South Sudan, Samantha Power, and the Failure of Liberal Internationalism - Aaron MacLean/Washington Free Beacon
The war has not received much coverage in the American media in part because, in 2014, who can keep track anymore of the violent spasms afflicting the world?

American policy towards South Sudan is a disaster—such that there is a policy at all. When decisions come, they come—as is the case in most conflicts where American diplomats and soldiers are involved today—from the very top, with policy micromanaged from the offices of Susan Rice and Samantha Power. In terms of meaningful action, the policy has involved the levying of travel and financial sanctions on mid-level commanders and suspected human rights abusers, who must have been devastated when word arrived at their swamp redoubts beside the upper Nile that they are no longer permitted to trade on the New York Stock Exchange.

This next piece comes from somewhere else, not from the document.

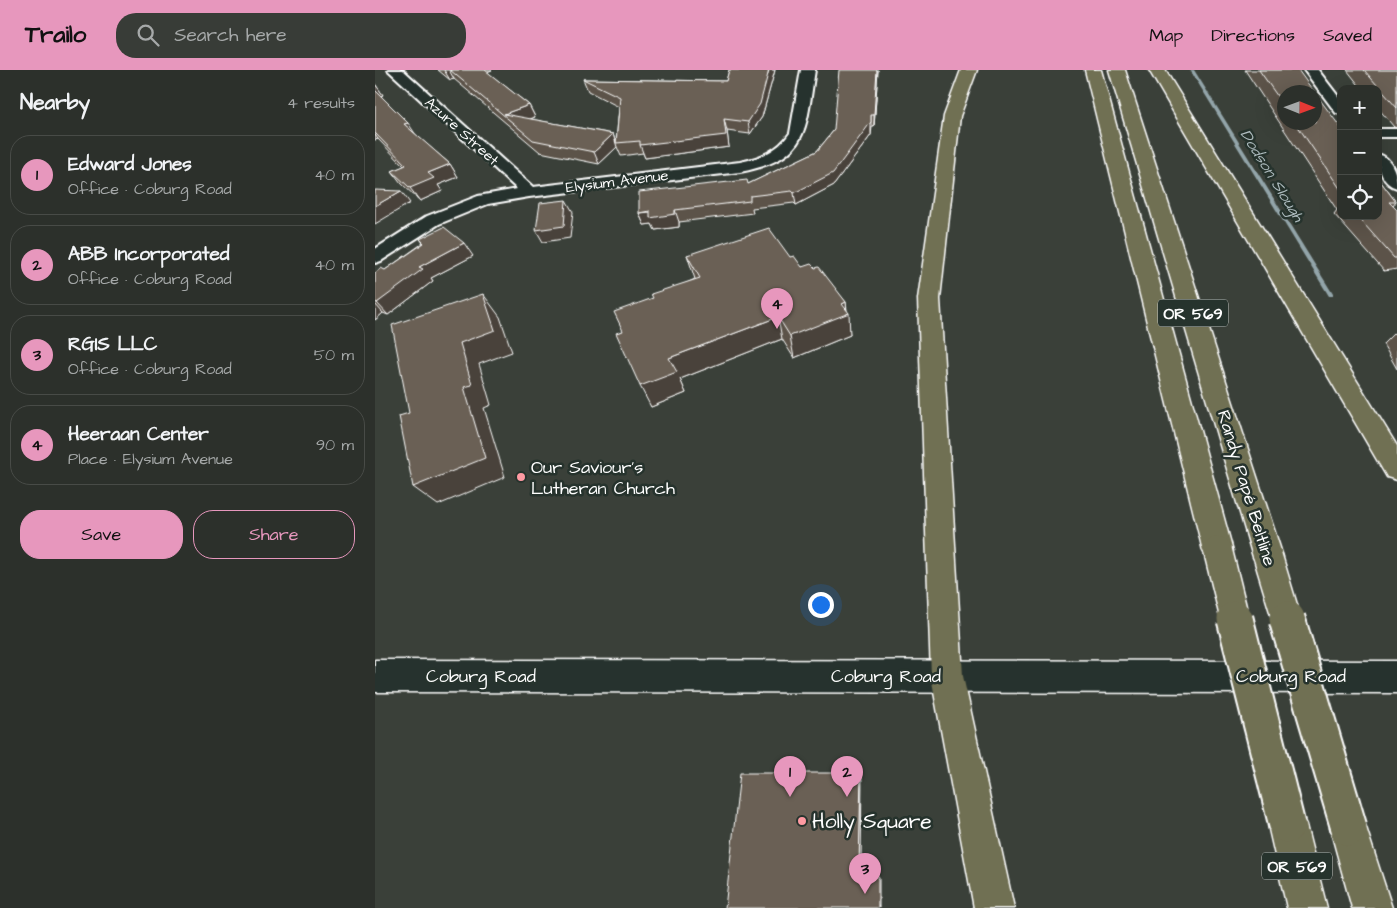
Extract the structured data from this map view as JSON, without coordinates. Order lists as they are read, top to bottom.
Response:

In addition to sanctions, much hope has been invested in the ability of a regional coalition of neighboring states, organized as the Intergovernmental Authority on Development—IGAD, inauspiciously pronounced as Egad!—to broker a deal between the Dinka and the Nuer, the two tribal networks doing the fighting. IGAD includes among its members Uganda, which has troops in South Sudan backing the government-aligned Dinka, and Sudan, which is widely believed to be backing the rebel Nuers in an effort to act as a spoiler in its recently surrendered territory.

In other words, IGAD not only has no chance of stopping the war—it’s even far from clear that its members want the war to come to a negotiated end. But this doesn’t stop the United Nations, and our ambassador in Turtle Bay, Samantha Power, from speaking of IGAD as though it were some meaningful mechanism for achieving peace....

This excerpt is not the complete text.